Lead data journalist

Even if the aging process could be halted and good physical and mental health were guaranteed, 40% of Brits wouldn’t want to be centenarians

Who wants to live forever? The question was asked most memorably by the band Queen back in 1986, but is also now a subject of enquiry at the V&A’s “The Future Starts Here” exhibition (of which YouGov is a partner organisation).

Obviously growing old at present has significant downsides, namely the deterioration of physical and mental capacity, and it is not likely that many people would want to live forever under such circumstances. But what if the aging process could be halted, and good physical and mental health could be guaranteed: how many Britons would want immortality?
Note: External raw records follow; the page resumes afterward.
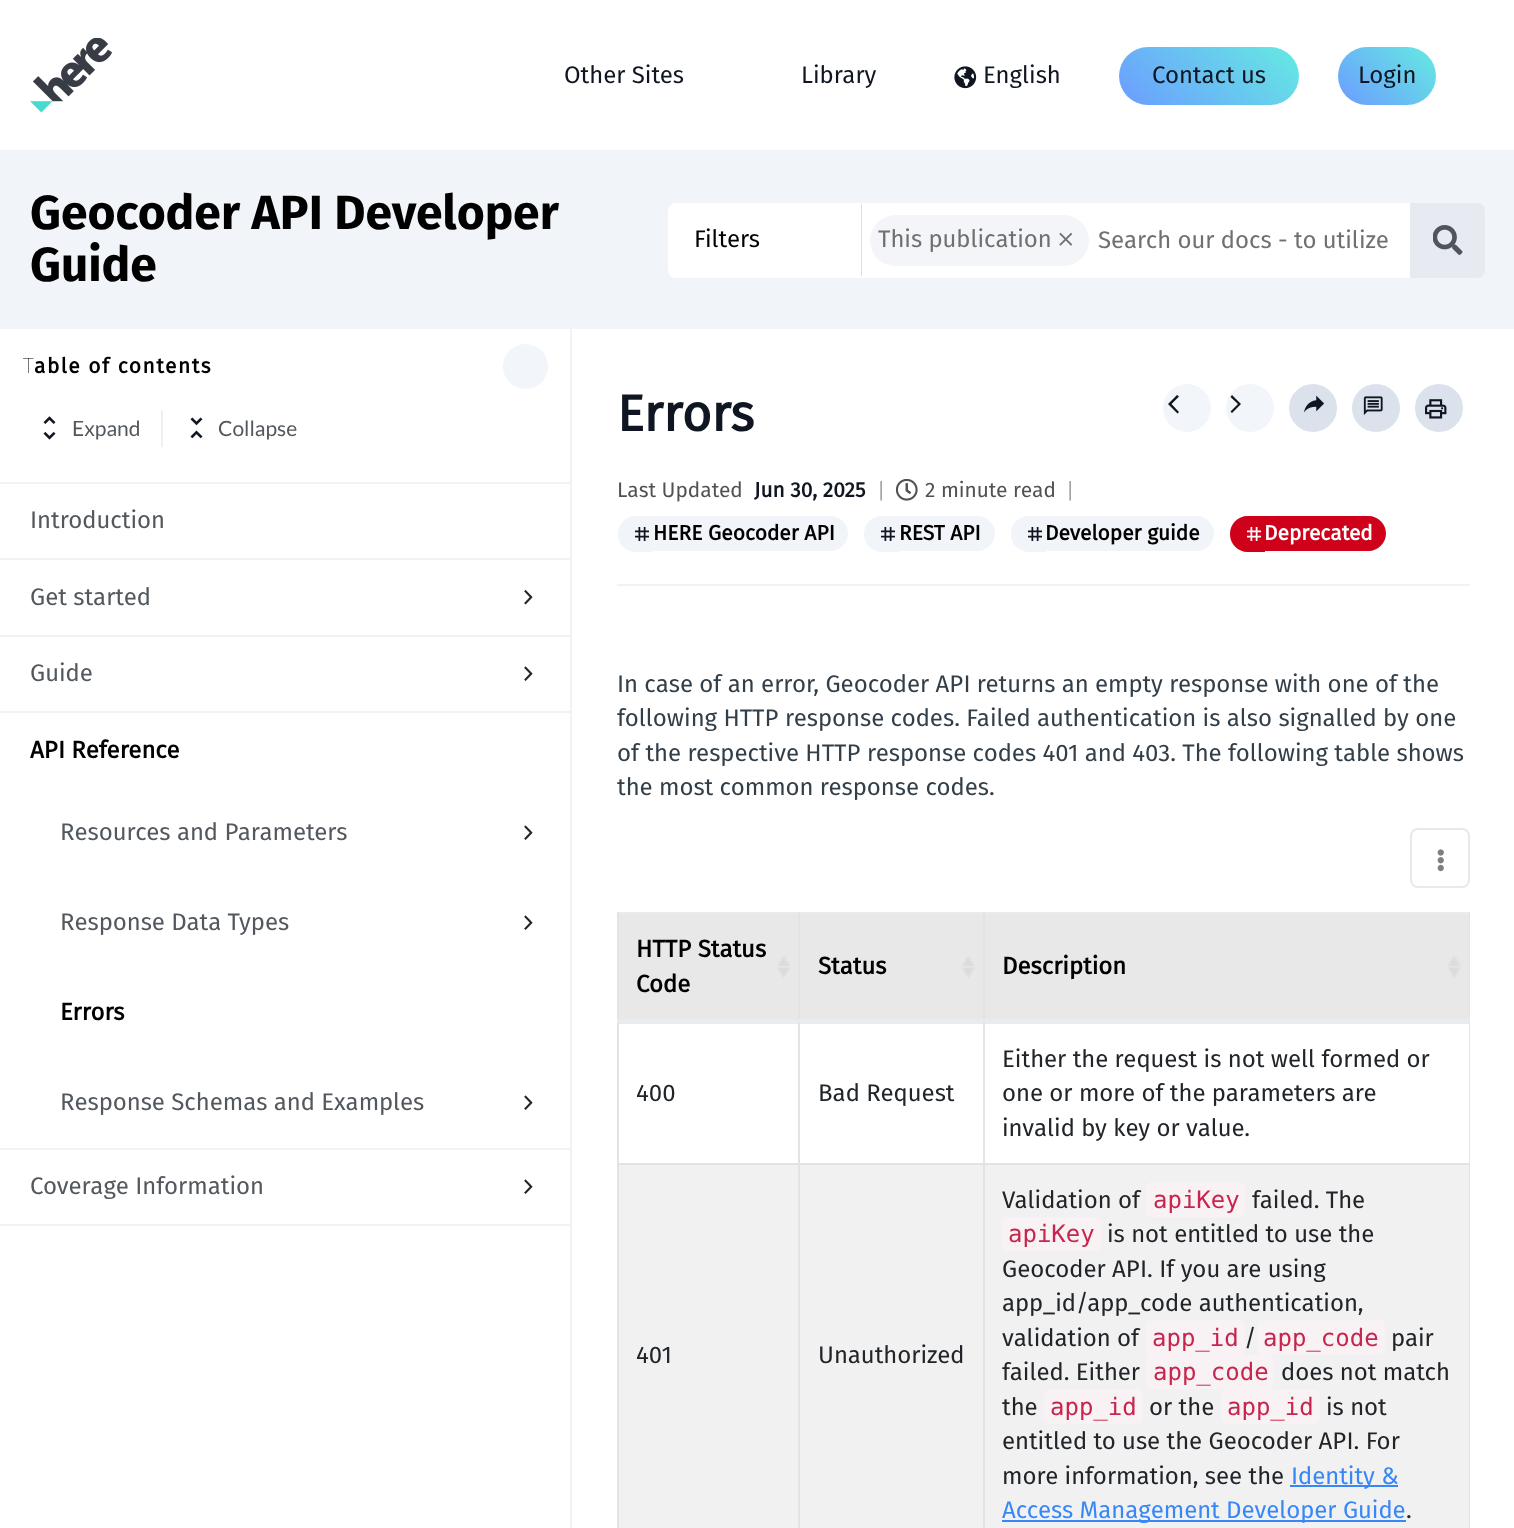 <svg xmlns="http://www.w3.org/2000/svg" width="1514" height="1528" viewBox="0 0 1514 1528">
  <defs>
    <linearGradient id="g1" gradientUnits="userSpaceOnUse" x1="1266" y1="15" x2="1152" y2="136"><stop offset="0" stop-color="#65ebe2"/><stop offset="1" stop-color="#6b9cff"/></linearGradient>
    <linearGradient id="g2" gradientUnits="userSpaceOnUse" x1="1425" y1="36" x2="1349" y2="115"><stop offset="0" stop-color="#65ebe2"/><stop offset="1" stop-color="#6b9cff"/></linearGradient>
  </defs>
  <rect width="100%" height="100%" fill="#ffffff"/>
  <image x="30" y="38" width="82" height="75" href="img1.png"/>
  <text x="564" y="83" font-family="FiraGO" font-size="24" fill="#0f1621">Other Sites</text>
  <text x="801" y="83" font-family="FiraGO" font-size="24" fill="#0f1621">Library</text>
  <image x="954" y="66" width="23" height="23" href="img2.png"/>
  <text x="983" y="83" font-family="FiraGO" font-size="24" fill="#0f1621">English</text>
  <rect x="1119" y="47" width="180" height="58" rx="29" fill="url(#g1)"/>
  <text x="1152" y="83" font-family="FiraGO" font-size="24" fill="#0f1621">Contact us</text>
  <rect x="1338" y="47" width="98" height="58" rx="29" fill="url(#g2)"/>
  <text x="1358" y="83" font-family="FiraGO" font-size="24" fill="#0f1621">Login</text>
  <rect x="0" y="150" width="1514" height="179" fill="#f1f4f8"/>
  <text x="30" y="229" font-family="'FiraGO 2'" font-size="48" font-weight="bold" fill="#000000">Geocoder API Developer</text>
  <text x="30" y="281" font-family="'FiraGO 2'" font-size="48" font-weight="bold" fill="#000000">Guide</text>
  <path d="M676 203H863V278H676C671.5 278 668 274.5 668 270V211C668 206.5 671.5 203 676 203Z" fill="#ffffff"/>
  <path d="M862 203V277L861 276V204Z" fill="#dfe0e1"/>
  <text x="694" y="247" font-family="FiraGO" font-size="24" fill="#000000">Filters</text>
  <rect x="864.5" y="204.5" width="544" height="72" fill="#ffffff" stroke="#ffffff" stroke-width="3"/>
  <rect x="870" y="215" width="219" height="51" rx="25.5" fill="#f3f5f8"/>
  <text x="878" y="247" font-family="FiraGO" font-size="24" fill="#707070">This publication</text>
  <image x="1059" y="232" width="14" height="14" href="img3.png"/>
  <text x="1098" y="248" font-family="FiraGO" font-size="24" fill="#707070">Search our docs - to utilize</text>
  <path d="M1410 203H1477C1481.5 203 1485 206.5 1485 211V270C1485 274.5 1481.5 278 1477 278H1410Z" fill="#e7ebf1"/>
  <image x="1433" y="225" width="30" height="30" href="img4.png"/>
  <rect x="570" y="329" width="2" height="1199" fill="#f2f2f2"/>
  <rect x="0" y="482" width="570" height="2" fill="#f2f2f2"/>
  <text x="23" y="373" font-family="Noto Sans" font-size="21" font-weight="100" letter-spacing="1.5" fill="#000000">T</text>
  <text x="34" y="373" font-family="FiraGO" font-size="21" font-weight="bold" letter-spacing="1.5" fill="#000000">able of contents</text>
  <circle cx="525.5" cy="366.5" r="22.5" fill="#f2f5f9"/>
  <image x="43" y="416" width="13" height="24" href="img5.png"/>
  <text x="72" y="436" font-family="Lato" font-size="21" fill="#52585d">Expand</text>
  <rect x="161" y="410" width="2" height="37" fill="#eff0f0"/>
  <image x="190" y="417" width="13" height="22" href="img6.png"/>
  <text x="218" y="436" font-family="Lato" font-size="21" fill="#52585d">Collapse</text>
  <rect x="0" y="558" width="570" height="2" fill="#f2f2f2"/>
  <text x="30" y="528" font-family="FiraGO" font-size="24" fill="#52585d">Introduction</text>
  <rect x="0" y="635" width="570" height="2" fill="#f2f2f2"/>
  <text x="30" y="605" font-family="FiraGO" font-size="24" fill="#52585d">Get started</text>
  <image x="524" y="590" width="9" height="15" href="img7.png"/>
  <rect x="0" y="711" width="570" height="2" fill="#f2f2f2"/>
  <text x="30" y="681" font-family="FiraGO" font-size="24" fill="#52585d">Guide</text>
  <image x="524" y="666" width="9" height="15" href="img8.png"/>
  <rect x="0" y="1148" width="570" height="2" fill="#f2f2f2"/>
  <text x="30" y="758" font-family="FiraGO" font-size="24" font-weight="bold" fill="#000000">API Reference</text>
  <text x="60" y="840" font-family="FiraGO" font-size="24" fill="#52585d">Resources and Parameters</text>
  <image x="524" y="825" width="9" height="15" href="img8.png"/>
  <text x="60" y="930" font-family="FiraGO" font-size="24" fill="#52585d">Response Data Types</text>
  <image x="524" y="915" width="9" height="15" href="img8.png"/>
  <text x="60" y="1020" font-family="FiraGO" font-size="24" font-weight="bold" fill="#000000">Errors</text>
  <text x="60" y="1110" font-family="FiraGO" font-size="24" fill="#52585d">Response Schemas and Examples</text>
  <image x="524" y="1095" width="9" height="15" href="img8.png"/>
  <rect x="0" y="1224" width="570" height="2" fill="#f2f2f2"/>
  <text x="30" y="1194" font-family="FiraGO" font-size="24" fill="#52585d">Coverage Information</text>
  <image x="524" y="1179" width="9" height="15" href="img8.png"/>
  <rect x="617" y="584" width="853" height="2" fill="#f2f2f2"/>
  <text x="617" y="431" font-family="FiraGO" font-size="51" font-weight="bold" fill="#0f1621">Errors</text>
  <circle cx="1187" cy="408" r="24" fill="#f2f5f9"/>
  <path d="M1179 396.5L1177 395L1168 404L1177.5 413.5L1179 412L1171.5 404Z" fill="#0f1621"/>
  <circle cx="1250" cy="408" r="24" fill="#f2f5f9"/>
  <path d="M1230.5 411.5L1232 413L1241 404L1232 395L1230.5 397L1238 404Z" fill="#0f1621"/>
  <circle cx="1313" cy="408" r="24" fill="#f2f5f9"/>
  <circle cx="1313" cy="408" r="24" fill="#0f3773" fill-opacity="0.1"/>
  <image x="1304" y="395" width="20" height="18" href="img9.png"/>
  <circle cx="1376" cy="408" r="24" fill="#f2f5f9"/>
  <circle cx="1376" cy="408" r="24" fill="#0f3773" fill-opacity="0.1"/>
  <image x="1363" y="396" width="20" height="19" href="img10.png"/>
  <circle cx="1439" cy="408" r="24" fill="#f2f5f9"/>
  <circle cx="1439" cy="408" r="24" fill="#0f3773" fill-opacity="0.1"/>
  <image x="1425" y="399" width="22" height="20" href="img11.png"/>
  <text x="617" y="497" font-family="FiraGO" font-size="21" fill="#525252">Last Updated</text>
  <text x="754" y="497" font-family="FiraGO" font-size="21" font-weight="bold" fill="#0f1621">Jun 30, 2025</text>
  <text x="878" y="497" font-family="Lato" font-size="21" fill="#93979a">|</text>
  <image x="896" y="479" width="22" height="22" href="img12.png"/>
  <text x="925" y="497" font-family="FiraGO" font-size="21" fill="#525252">2 minute read</text>
  <text x="1067" y="497" font-family="Lato" font-size="21" fill="#93979a">|</text>
  <path d="M635.5 516H653V552H635.5C626 552 618 544 618 534.5V533.5C618 524 626 516 635.5 516Z" fill="#f1f4f8"/>
  <path d="M653 516H830.5C840 516 848 524 848 533.5C848 543 840 551 830.5 551H653Z" fill="#f1f4f8"/>
  <image x="635" y="527" width="14" height="14" href="img13.png"/>
  <text x="653" y="540" font-family="FiraGO" font-size="21" font-weight="bold" fill="#000000">HERE Geocoder API</text>
  <path d="M881.5 516H899V552H881.5C872 552 864 544 864 534.5V533.5C864 524 872 516 881.5 516Z" fill="#f1f4f8"/>
  <path d="M899 516H977.5C987 516 995 524 995 533.5C995 543 987 551 977.5 551H899Z" fill="#f1f4f8"/>
  <image x="881" y="527" width="14" height="14" href="img13.png"/>
  <text x="899" y="540" font-family="FiraGO" font-size="21" font-weight="bold" fill="#000000">REST API</text>
  <path d="M1028.5 516H1046V552H1028.5C1019 552 1011 544 1011 534.5V533.5C1011 524 1019 516 1028.5 516Z" fill="#f1f4f8"/>
  <path d="M1046 516H1196.5C1206 516 1214 524 1214 533.5C1214 543 1206 551 1196.5 551H1046Z" fill="#f1f4f8"/>
  <image x="1028" y="527" width="14" height="14" href="img13.png"/>
  <text x="1045" y="540" font-family="FiraGO" font-size="21" font-weight="bold" fill="#000000">Developer guide</text>
  <path d="M1247.5 516H1265V552H1247.5C1238 552 1230 544 1230 534.5V533.5C1230 524 1238 516 1247.5 516Z" fill="#cf001a"/>
  <path d="M1265 516H1368.5C1378 516 1386 524 1386 533.5C1386 543 1378 551 1368.5 551H1265Z" fill="#cf001a"/>
  <image x="1247" y="527" width="14" height="14" href="img14.png"/>
  <text x="1264" y="540" font-family="FiraGO" font-size="21" font-weight="bold" fill="#ffffff">Deprecated</text>
  <text x="617" y="692" font-family="FiraGO" font-size="24" fill="#323e48">In case of an error, Geocoder API returns an empty response with one of the</text>
  <text x="617" y="726" font-family="FiraGO" font-size="24" fill="#323e48">following HTTP response codes. Failed authentication is also signalled by one</text>
  <text x="617" y="761" font-family="FiraGO" font-size="24" fill="#323e48">of the respective HTTP response codes 401 and 403. The following table shows</text>
  <text x="617" y="795" font-family="FiraGO" font-size="24" fill="#323e48">the most common response codes.</text>
  <rect x="1411" y="829" width="58" height="58" rx="7" fill="none" stroke="#e9e9e9" stroke-width="2"/>
  <image x="1437" y="849" width="7" height="23" href="img15.png"/>
  <rect x="619" y="978" width="850" height="41" fill="#e8e8e8"/>
  <image x="619" y="914" width="179" height="64" href="img16.png"/>
  <rect x="617" y="912" width="853" height="2" fill="#e9ecef"/>
  <rect x="798" y="912" width="2" height="110" fill="#e3e3e3"/>
  <rect x="617" y="912" width="2" height="110" fill="#e3e3e3"/>
  <text x="636" y="957" font-family="FiraGO" font-size="24" font-weight="bold" fill="#000000">HTTP Status</text>
  <text x="636" y="992" font-family="FiraGO" font-size="24" font-weight="bold" fill="#000000">Code</text>
  <image x="800" y="914" width="183" height="64" href="img17.png"/>
  <rect x="983" y="912" width="2" height="110" fill="#e3e3e3"/>
  <text x="818" y="974" font-family="FiraGO" font-size="24" font-weight="bold" fill="#000000">Status</text>
  <image x="985" y="914" width="484" height="64" href="img18.png"/>
  <rect x="1469" y="912" width="1" height="110" fill="#e3e3e3"/>
  <rect x="617" y="1019" width="853" height="3" fill="#e9ecef"/>
  <text x="1002" y="974" font-family="FiraGO" font-size="24" font-weight="bold" fill="#000000">Description</text>
  <rect x="617" y="1022" width="853" height="2" fill="#e9ecef"/>
  <rect x="1469" y="1163" width="1" height="365" fill="#e3e3e3"/>
  <rect x="1469" y="1022" width="1" height="142" fill="#e3e3e3"/>
  <rect x="619" y="1165" width="850" height="363" fill="#f1f1f1"/>
  <rect x="983" y="1163" width="2" height="365" fill="#e3e3e3"/>
  <rect x="983" y="1163" width="487" height="2" fill="#e3e3e3"/>
  <rect x="983" y="1022" width="2" height="142" fill="#e3e3e3"/>
  <rect x="798" y="1163" width="2" height="365" fill="#e3e3e3"/>
  <rect x="798" y="1163" width="186" height="2" fill="#e3e3e3"/>
  <rect x="798" y="1022" width="2" height="142" fill="#e3e3e3"/>
  <rect x="617" y="1163" width="2" height="365" fill="#e3e3e3"/>
  <rect x="617" y="1163" width="183" height="2" fill="#e3e3e3"/>
  <rect x="617" y="1022" width="2" height="142" fill="#e3e3e3"/>
  <text x="636" y="1101" font-family="FiraGO" font-size="24" fill="#212529">400</text>
  <text x="818" y="1101" font-family="FiraGO" font-size="24" fill="#212529">Bad Request</text>
  <text x="1002" y="1067" font-family="FiraGO" font-size="24" fill="#212529">Either the request is not well formed or</text>
  <text x="1002" y="1101" font-family="FiraGO" font-size="24" fill="#212529">one or more of the parameters are</text>
  <text x="1002" y="1136" font-family="FiraGO" font-size="24" fill="#212529">invalid by key or value.</text>
  <text x="636" y="1363" font-family="FiraGO" font-size="24" fill="#212529">401</text>
  <text x="818" y="1363" font-family="FiraGO" font-size="24" fill="#212529">Unauthorized</text>
  <text x="1002" y="1208" font-family="FiraGO" font-size="24" fill="#212529">Validation of</text>
  <rect x="1146" y="1182" width="99" height="35" rx="6" fill="#f9f2f4"/>
  <text x="1153" y="1208" font-family="DejaVu Sans Mono" font-size="24" fill="#c7254e">apiKey</text>
  <text x="1252" y="1208" font-family="FiraGO" font-size="24" fill="#212529">failed. The</text>
  <rect x="1002" y="1217" width="99" height="34" rx="6" fill="#f9f2f4"/>
  <text x="1008" y="1242" font-family="DejaVu Sans Mono" font-size="24" fill="#c7254e">apiKey</text>
  <text x="1107" y="1242" font-family="FiraGO" font-size="24" fill="#212529">is not entitled to use the</text>
  <text x="1002" y="1277" font-family="FiraGO" font-size="24" fill="#212529">Geocoder API. If you are using</text>
  <text x="1002" y="1311" font-family="FiraGO" font-size="24" fill="#212529">app_id/app_code authentication,</text>
  <text x="1002" y="1346" font-family="FiraGO" font-size="24" fill="#212529">validation of</text>
  <rect x="1146" y="1320" width="99" height="35" rx="6" fill="#f9f2f4"/>
  <text x="1152" y="1346" font-family="DejaVu Sans Mono" font-size="24" fill="#c7254e">app_id</text>
  <text x="1244" y="1346" font-family="FiraGO" font-size="24" fill="#212529">/</text>
  <rect x="1257" y="1320" width="128" height="35" rx="6" fill="#f9f2f4"/>
  <text x="1263" y="1346" font-family="DejaVu Sans Mono" font-size="24" fill="#c7254e">app_code</text>
  <text x="1391" y="1346" font-family="FiraGO" font-size="24" fill="#212529">pair</text>
  <text x="1002" y="1380" font-family="FiraGO" font-size="24" fill="#212529">failed. Either</text>
  <rect x="1146" y="1355" width="128" height="34" rx="6" fill="#f9f2f4"/>
  <text x="1153" y="1380" font-family="DejaVu Sans Mono" font-size="24" fill="#c7254e">app_code</text>
  <text x="1281" y="1380" font-family="FiraGO" font-size="24" fill="#212529">does not match</text>
  <text x="1002" y="1415" font-family="FiraGO" font-size="24" fill="#212529">the</text>
  <rect x="1044" y="1389" width="99" height="35" rx="6" fill="#f9f2f4"/>
  <text x="1050" y="1415" font-family="DejaVu Sans Mono" font-size="24" fill="#c7254e">app_id</text>
  <text x="1149" y="1415" font-family="FiraGO" font-size="24" fill="#212529">or the</text>
  <rect x="1221" y="1389" width="99" height="35" rx="6" fill="#f9f2f4"/>
  <text x="1227" y="1415" font-family="DejaVu Sans Mono" font-size="24" fill="#c7254e">app_id</text>
  <text x="1326" y="1415" font-family="FiraGO" font-size="24" fill="#212529">is not</text>
  <text x="1002" y="1449" font-family="FiraGO" font-size="24" fill="#212529">entitled to use the Geocoder API. For</text>
  <text x="1002" y="1484" font-family="FiraGO" font-size="24" fill="#212529">more information, see the</text>
  <rect x="1290" y="1485" width="108" height="2" fill="#3887f6"/>
  <text x="1291" y="1484" font-family="FiraGO" font-size="24" fill="#3887f6">Identity &amp;</text>
  <rect x="1002" y="1520" width="404" height="2" fill="#3887f6"/>
  <text x="1002" y="1518" font-family="FiraGO" font-size="24" fill="#3887f6">Access Management Developer Guide</text>
  <text x="1406" y="1518" font-family="FiraGO" font-size="24" fill="#212529">.</text>
</svg>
Under such conditions one in six Britons (17%) say they would want to live forever. Men are noticeably more likely than women to want to live forever: 21% vs 12%.

Perhaps unsurprisingly, younger people are the most keen on extended life spans. One in eight 18-24 year olds (13%) want to live to be older than 200, and 17% want to live forever (and those figures are even higher among 25-34 year olds: 15% and 23% respectively). Among those aged 65 and older, however, only 5% wanted to be 200 or older and just 10% want to live forever.

Even under the conditions listed above a total of 40% of Brits wouldn’t want to make it past 100 years of age. A further 24% want to live for longer than a century but don’t want to live forever.

As part of our work for the V&A exhibition, YouGov has conducted a segmentation analysis which reveals how the British public can be split into six different groups regarding their attitudes toward the future. You can find out more about the groups here.

Of the six attitudinal groups YouGov has identified, only one has views that are particularly different from the population as a whole: Tech Disciples are noticeably more likely to say they want to live forever (30%, compared to 17% for all Britons). Tech Disciples are also more likely to want to live for two centuries or more 14% (vs 9% of the whole population).